## RECORDS FOR THIS EXERCISE
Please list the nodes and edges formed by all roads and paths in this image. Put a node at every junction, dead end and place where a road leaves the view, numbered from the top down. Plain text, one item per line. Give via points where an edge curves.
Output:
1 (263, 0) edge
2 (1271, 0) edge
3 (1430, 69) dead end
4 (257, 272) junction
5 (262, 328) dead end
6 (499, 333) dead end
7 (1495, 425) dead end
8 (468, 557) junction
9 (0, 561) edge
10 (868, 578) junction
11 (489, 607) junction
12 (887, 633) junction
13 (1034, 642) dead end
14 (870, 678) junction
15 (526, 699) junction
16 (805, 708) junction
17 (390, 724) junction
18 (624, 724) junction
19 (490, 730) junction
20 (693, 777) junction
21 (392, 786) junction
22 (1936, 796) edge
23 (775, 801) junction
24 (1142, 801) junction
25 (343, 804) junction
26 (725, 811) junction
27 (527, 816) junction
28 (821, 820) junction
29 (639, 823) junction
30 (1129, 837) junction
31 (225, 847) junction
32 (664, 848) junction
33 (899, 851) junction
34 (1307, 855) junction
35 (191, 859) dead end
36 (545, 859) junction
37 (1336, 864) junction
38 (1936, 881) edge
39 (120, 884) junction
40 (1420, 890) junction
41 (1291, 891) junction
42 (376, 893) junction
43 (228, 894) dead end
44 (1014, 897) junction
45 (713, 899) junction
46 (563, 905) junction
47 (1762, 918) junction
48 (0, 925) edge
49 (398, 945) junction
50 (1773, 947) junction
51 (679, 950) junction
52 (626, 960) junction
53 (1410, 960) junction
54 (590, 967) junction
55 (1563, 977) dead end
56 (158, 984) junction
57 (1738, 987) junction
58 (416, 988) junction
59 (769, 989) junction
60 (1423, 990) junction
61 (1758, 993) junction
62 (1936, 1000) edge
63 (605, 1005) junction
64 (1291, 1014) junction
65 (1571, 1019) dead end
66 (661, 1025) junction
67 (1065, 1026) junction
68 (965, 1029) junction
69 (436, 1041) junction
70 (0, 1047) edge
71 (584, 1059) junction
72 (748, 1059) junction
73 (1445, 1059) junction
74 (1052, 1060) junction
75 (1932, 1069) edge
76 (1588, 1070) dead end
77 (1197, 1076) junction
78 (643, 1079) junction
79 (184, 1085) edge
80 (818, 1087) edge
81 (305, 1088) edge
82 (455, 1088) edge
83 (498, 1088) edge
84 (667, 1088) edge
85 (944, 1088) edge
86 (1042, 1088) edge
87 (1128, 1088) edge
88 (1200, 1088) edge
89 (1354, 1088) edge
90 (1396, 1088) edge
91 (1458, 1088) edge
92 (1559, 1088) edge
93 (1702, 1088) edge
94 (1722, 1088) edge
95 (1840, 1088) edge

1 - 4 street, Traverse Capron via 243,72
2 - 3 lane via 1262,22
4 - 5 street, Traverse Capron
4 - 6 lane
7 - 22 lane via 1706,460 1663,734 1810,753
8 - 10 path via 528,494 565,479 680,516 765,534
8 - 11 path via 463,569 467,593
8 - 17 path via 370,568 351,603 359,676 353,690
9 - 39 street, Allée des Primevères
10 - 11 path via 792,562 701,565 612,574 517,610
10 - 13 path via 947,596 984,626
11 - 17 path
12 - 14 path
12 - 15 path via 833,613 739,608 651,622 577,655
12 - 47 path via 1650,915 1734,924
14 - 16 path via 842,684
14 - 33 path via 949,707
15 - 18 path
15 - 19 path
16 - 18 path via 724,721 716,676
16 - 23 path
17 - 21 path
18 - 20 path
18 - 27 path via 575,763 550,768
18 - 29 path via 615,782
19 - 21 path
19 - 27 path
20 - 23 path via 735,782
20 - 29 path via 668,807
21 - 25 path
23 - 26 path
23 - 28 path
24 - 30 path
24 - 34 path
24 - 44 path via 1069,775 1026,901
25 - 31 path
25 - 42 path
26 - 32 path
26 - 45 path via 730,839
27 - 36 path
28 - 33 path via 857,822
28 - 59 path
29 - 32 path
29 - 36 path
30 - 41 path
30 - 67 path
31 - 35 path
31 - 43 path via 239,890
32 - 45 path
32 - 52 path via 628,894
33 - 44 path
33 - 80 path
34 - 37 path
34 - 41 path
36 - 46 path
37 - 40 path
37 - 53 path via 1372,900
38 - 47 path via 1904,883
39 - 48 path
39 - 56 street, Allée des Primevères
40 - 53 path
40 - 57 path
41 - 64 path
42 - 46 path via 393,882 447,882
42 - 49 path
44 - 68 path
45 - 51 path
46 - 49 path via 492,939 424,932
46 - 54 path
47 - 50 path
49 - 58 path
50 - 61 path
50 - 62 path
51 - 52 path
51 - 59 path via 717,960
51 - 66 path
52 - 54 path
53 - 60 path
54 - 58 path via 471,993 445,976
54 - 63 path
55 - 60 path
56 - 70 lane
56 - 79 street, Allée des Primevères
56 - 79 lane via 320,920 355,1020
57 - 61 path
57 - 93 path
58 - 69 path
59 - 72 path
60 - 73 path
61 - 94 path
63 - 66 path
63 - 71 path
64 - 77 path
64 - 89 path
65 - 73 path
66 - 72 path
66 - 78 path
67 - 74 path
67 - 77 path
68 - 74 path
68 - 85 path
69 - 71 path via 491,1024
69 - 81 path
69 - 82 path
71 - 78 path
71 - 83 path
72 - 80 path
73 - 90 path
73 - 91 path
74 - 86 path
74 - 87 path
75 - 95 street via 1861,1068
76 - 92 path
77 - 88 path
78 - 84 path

## WHAT YOU HAVE TO DO
Leaving no line out, return the data above verbatim.

## ANSWER TO THE PROBLEM
Please list the nodes and edges formed by all roads and paths in this image. Put a node at every junction, dead end and place where a road leaves the view, numbered from the top down. Plain text, one item per line. Give via points where an edge curves.
Output:
1 (263, 0) edge
2 (1271, 0) edge
3 (1430, 69) dead end
4 (257, 272) junction
5 (262, 328) dead end
6 (499, 333) dead end
7 (1495, 425) dead end
8 (468, 557) junction
9 (0, 561) edge
10 (868, 578) junction
11 (489, 607) junction
12 (887, 633) junction
13 (1034, 642) dead end
14 (870, 678) junction
15 (526, 699) junction
16 (805, 708) junction
17 (390, 724) junction
18 (624, 724) junction
19 (490, 730) junction
20 (693, 777) junction
21 (392, 786) junction
22 (1936, 796) edge
23 (775, 801) junction
24 (1142, 801) junction
25 (343, 804) junction
26 (725, 811) junction
27 (527, 816) junction
28 (821, 820) junction
29 (639, 823) junction
30 (1129, 837) junction
31 (225, 847) junction
32 (664, 848) junction
33 (899, 851) junction
34 (1307, 855) junction
35 (191, 859) dead end
36 (545, 859) junction
37 (1336, 864) junction
38 (1936, 881) edge
39 (120, 884) junction
40 (1420, 890) junction
41 (1291, 891) junction
42 (376, 893) junction
43 (228, 894) dead end
44 (1014, 897) junction
45 (713, 899) junction
46 (563, 905) junction
47 (1762, 918) junction
48 (0, 925) edge
49 (398, 945) junction
50 (1773, 947) junction
51 (679, 950) junction
52 (626, 960) junction
53 (1410, 960) junction
54 (590, 967) junction
55 (1563, 977) dead end
56 (158, 984) junction
57 (1738, 987) junction
58 (416, 988) junction
59 (769, 989) junction
60 (1423, 990) junction
61 (1758, 993) junction
62 (1936, 1000) edge
63 (605, 1005) junction
64 (1291, 1014) junction
65 (1571, 1019) dead end
66 (661, 1025) junction
67 (1065, 1026) junction
68 (965, 1029) junction
69 (436, 1041) junction
70 (0, 1047) edge
71 (584, 1059) junction
72 (748, 1059) junction
73 (1445, 1059) junction
74 (1052, 1060) junction
75 (1932, 1069) edge
76 (1588, 1070) dead end
77 (1197, 1076) junction
78 (643, 1079) junction
79 (184, 1085) edge
80 (818, 1087) edge
81 (305, 1088) edge
82 (455, 1088) edge
83 (498, 1088) edge
84 (667, 1088) edge
85 (944, 1088) edge
86 (1042, 1088) edge
87 (1128, 1088) edge
88 (1200, 1088) edge
89 (1354, 1088) edge
90 (1396, 1088) edge
91 (1458, 1088) edge
92 (1559, 1088) edge
93 (1702, 1088) edge
94 (1722, 1088) edge
95 (1840, 1088) edge

1 - 4 street, Traverse Capron via 243,72
2 - 3 lane via 1262,22
4 - 5 street, Traverse Capron
4 - 6 lane
7 - 22 lane via 1706,460 1663,734 1810,753
8 - 10 path via 528,494 565,479 680,516 765,534
8 - 11 path via 463,569 467,593
8 - 17 path via 370,568 351,603 359,676 353,690
9 - 39 street, Allée des Primevères
10 - 11 path via 792,562 701,565 612,574 517,610
10 - 13 path via 947,596 984,626
11 - 17 path
12 - 14 path
12 - 15 path via 833,613 739,608 651,622 577,655
12 - 47 path via 1650,915 1734,924
14 - 16 path via 842,684
14 - 33 path via 949,707
15 - 18 path
15 - 19 path
16 - 18 path via 724,721 716,676
16 - 23 path
17 - 21 path
18 - 20 path
18 - 27 path via 575,763 550,768
18 - 29 path via 615,782
19 - 21 path
19 - 27 path
20 - 23 path via 735,782
20 - 29 path via 668,807
21 - 25 path
23 - 26 path
23 - 28 path
24 - 30 path
24 - 34 path
24 - 44 path via 1069,775 1026,901
25 - 31 path
25 - 42 path
26 - 32 path
26 - 45 path via 730,839
27 - 36 path
28 - 33 path via 857,822
28 - 59 path
29 - 32 path
29 - 36 path
30 - 41 path
30 - 67 path
31 - 35 path
31 - 43 path via 239,890
32 - 45 path
32 - 52 path via 628,894
33 - 44 path
33 - 80 path
34 - 37 path
34 - 41 path
36 - 46 path
37 - 40 path
37 - 53 path via 1372,900
38 - 47 path via 1904,883
39 - 48 path
39 - 56 street, Allée des Primevères
40 - 53 path
40 - 57 path
41 - 64 path
42 - 46 path via 393,882 447,882
42 - 49 path
44 - 68 path
45 - 51 path
46 - 49 path via 492,939 424,932
46 - 54 path
47 - 50 path
49 - 58 path
50 - 61 path
50 - 62 path
51 - 52 path
51 - 59 path via 717,960
51 - 66 path
52 - 54 path
53 - 60 path
54 - 58 path via 471,993 445,976
54 - 63 path
55 - 60 path
56 - 70 lane
56 - 79 street, Allée des Primevères
56 - 79 lane via 320,920 355,1020
57 - 61 path
57 - 93 path
58 - 69 path
59 - 72 path
60 - 73 path
61 - 94 path
63 - 66 path
63 - 71 path
64 - 77 path
64 - 89 path
65 - 73 path
66 - 72 path
66 - 78 path
67 - 74 path
67 - 77 path
68 - 74 path
68 - 85 path
69 - 71 path via 491,1024
69 - 81 path
69 - 82 path
71 - 78 path
71 - 83 path
72 - 80 path
73 - 90 path
73 - 91 path
74 - 86 path
74 - 87 path
75 - 95 street via 1861,1068
76 - 92 path
77 - 88 path
78 - 84 path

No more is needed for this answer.